Stored items

+ + + + +

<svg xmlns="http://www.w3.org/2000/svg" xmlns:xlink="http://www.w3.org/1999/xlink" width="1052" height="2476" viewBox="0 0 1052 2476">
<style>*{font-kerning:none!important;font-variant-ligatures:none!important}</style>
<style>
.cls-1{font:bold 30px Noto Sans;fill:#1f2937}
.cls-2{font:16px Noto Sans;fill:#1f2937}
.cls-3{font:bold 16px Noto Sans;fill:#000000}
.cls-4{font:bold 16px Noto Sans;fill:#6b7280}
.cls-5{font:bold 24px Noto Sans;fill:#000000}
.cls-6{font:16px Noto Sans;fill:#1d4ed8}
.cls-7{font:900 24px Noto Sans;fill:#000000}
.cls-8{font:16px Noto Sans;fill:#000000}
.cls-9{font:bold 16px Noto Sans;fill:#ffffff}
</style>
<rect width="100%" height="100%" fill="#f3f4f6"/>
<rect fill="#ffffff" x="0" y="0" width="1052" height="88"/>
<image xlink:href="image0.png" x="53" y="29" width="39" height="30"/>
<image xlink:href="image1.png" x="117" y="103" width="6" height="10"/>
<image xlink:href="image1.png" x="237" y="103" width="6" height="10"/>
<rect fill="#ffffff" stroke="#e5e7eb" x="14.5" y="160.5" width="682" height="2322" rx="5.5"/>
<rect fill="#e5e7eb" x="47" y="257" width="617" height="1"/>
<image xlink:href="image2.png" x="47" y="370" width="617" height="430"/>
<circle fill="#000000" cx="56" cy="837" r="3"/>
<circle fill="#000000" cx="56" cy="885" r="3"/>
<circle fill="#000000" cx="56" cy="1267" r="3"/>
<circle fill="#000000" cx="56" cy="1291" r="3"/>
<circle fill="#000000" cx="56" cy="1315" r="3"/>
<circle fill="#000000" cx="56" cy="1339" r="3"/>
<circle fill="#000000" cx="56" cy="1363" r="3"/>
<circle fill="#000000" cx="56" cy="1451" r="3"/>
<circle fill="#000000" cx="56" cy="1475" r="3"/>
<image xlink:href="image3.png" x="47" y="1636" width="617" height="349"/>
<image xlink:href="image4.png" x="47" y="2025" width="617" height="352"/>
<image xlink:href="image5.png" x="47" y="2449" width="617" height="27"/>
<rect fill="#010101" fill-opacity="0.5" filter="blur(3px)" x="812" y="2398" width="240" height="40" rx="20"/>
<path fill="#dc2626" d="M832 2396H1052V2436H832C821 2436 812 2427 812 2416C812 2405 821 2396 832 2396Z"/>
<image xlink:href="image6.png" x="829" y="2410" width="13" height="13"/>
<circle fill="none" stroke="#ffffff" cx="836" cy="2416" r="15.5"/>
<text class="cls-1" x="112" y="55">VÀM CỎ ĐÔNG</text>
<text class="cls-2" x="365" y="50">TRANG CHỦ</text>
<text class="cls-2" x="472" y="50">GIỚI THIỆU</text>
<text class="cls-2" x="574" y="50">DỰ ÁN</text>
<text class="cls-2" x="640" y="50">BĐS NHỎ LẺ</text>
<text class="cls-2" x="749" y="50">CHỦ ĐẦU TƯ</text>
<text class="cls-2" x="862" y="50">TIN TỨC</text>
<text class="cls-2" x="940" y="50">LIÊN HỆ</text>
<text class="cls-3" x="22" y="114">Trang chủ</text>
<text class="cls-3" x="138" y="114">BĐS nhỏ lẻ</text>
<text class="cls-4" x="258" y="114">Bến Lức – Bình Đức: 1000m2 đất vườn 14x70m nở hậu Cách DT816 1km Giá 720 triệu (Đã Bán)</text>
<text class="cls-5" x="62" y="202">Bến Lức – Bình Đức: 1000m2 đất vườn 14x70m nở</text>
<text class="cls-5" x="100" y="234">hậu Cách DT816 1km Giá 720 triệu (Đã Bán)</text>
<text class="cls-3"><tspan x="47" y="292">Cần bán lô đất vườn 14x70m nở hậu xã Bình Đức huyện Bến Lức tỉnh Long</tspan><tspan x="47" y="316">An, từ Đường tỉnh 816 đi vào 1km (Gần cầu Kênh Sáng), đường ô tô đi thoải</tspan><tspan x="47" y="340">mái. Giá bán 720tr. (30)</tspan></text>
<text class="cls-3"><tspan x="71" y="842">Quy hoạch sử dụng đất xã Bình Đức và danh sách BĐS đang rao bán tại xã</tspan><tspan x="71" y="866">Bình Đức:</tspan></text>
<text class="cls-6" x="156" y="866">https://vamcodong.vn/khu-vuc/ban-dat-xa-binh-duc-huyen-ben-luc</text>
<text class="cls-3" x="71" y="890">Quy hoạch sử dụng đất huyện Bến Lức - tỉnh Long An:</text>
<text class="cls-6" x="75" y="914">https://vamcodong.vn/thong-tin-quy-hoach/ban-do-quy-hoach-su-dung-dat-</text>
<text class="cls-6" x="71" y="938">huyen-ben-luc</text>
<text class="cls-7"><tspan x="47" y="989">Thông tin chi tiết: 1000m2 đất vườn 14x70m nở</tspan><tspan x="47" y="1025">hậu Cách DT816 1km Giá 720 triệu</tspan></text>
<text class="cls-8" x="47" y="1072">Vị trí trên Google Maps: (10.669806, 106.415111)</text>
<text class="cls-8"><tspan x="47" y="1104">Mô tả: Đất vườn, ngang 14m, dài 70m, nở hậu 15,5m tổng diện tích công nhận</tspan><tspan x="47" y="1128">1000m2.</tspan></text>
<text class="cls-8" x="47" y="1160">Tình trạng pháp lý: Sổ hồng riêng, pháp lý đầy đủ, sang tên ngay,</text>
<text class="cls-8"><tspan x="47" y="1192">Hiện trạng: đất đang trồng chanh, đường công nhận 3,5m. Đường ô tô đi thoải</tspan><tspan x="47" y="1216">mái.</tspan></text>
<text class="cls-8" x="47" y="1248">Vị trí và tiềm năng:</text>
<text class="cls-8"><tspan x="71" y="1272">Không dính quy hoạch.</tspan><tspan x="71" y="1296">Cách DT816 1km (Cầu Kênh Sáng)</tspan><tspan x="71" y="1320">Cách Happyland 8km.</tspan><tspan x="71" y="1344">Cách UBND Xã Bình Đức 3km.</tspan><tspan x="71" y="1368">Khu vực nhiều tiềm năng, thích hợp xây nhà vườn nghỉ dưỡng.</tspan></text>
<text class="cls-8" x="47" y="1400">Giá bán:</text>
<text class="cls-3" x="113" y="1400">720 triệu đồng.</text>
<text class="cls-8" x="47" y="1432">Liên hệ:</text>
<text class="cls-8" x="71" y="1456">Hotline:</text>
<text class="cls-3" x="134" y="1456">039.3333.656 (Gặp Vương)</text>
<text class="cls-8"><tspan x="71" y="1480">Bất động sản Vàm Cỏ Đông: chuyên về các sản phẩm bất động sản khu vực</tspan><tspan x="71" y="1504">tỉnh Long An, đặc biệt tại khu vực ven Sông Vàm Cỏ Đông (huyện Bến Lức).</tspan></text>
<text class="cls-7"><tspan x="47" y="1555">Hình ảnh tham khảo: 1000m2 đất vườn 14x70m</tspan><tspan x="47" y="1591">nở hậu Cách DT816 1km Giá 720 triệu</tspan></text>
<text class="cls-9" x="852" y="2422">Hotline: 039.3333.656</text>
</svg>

+ + + + +

§ Directions
Looking only at the entries, count the lines that contain the word "dụng", then state that count and nothing else.

§ Expected output
2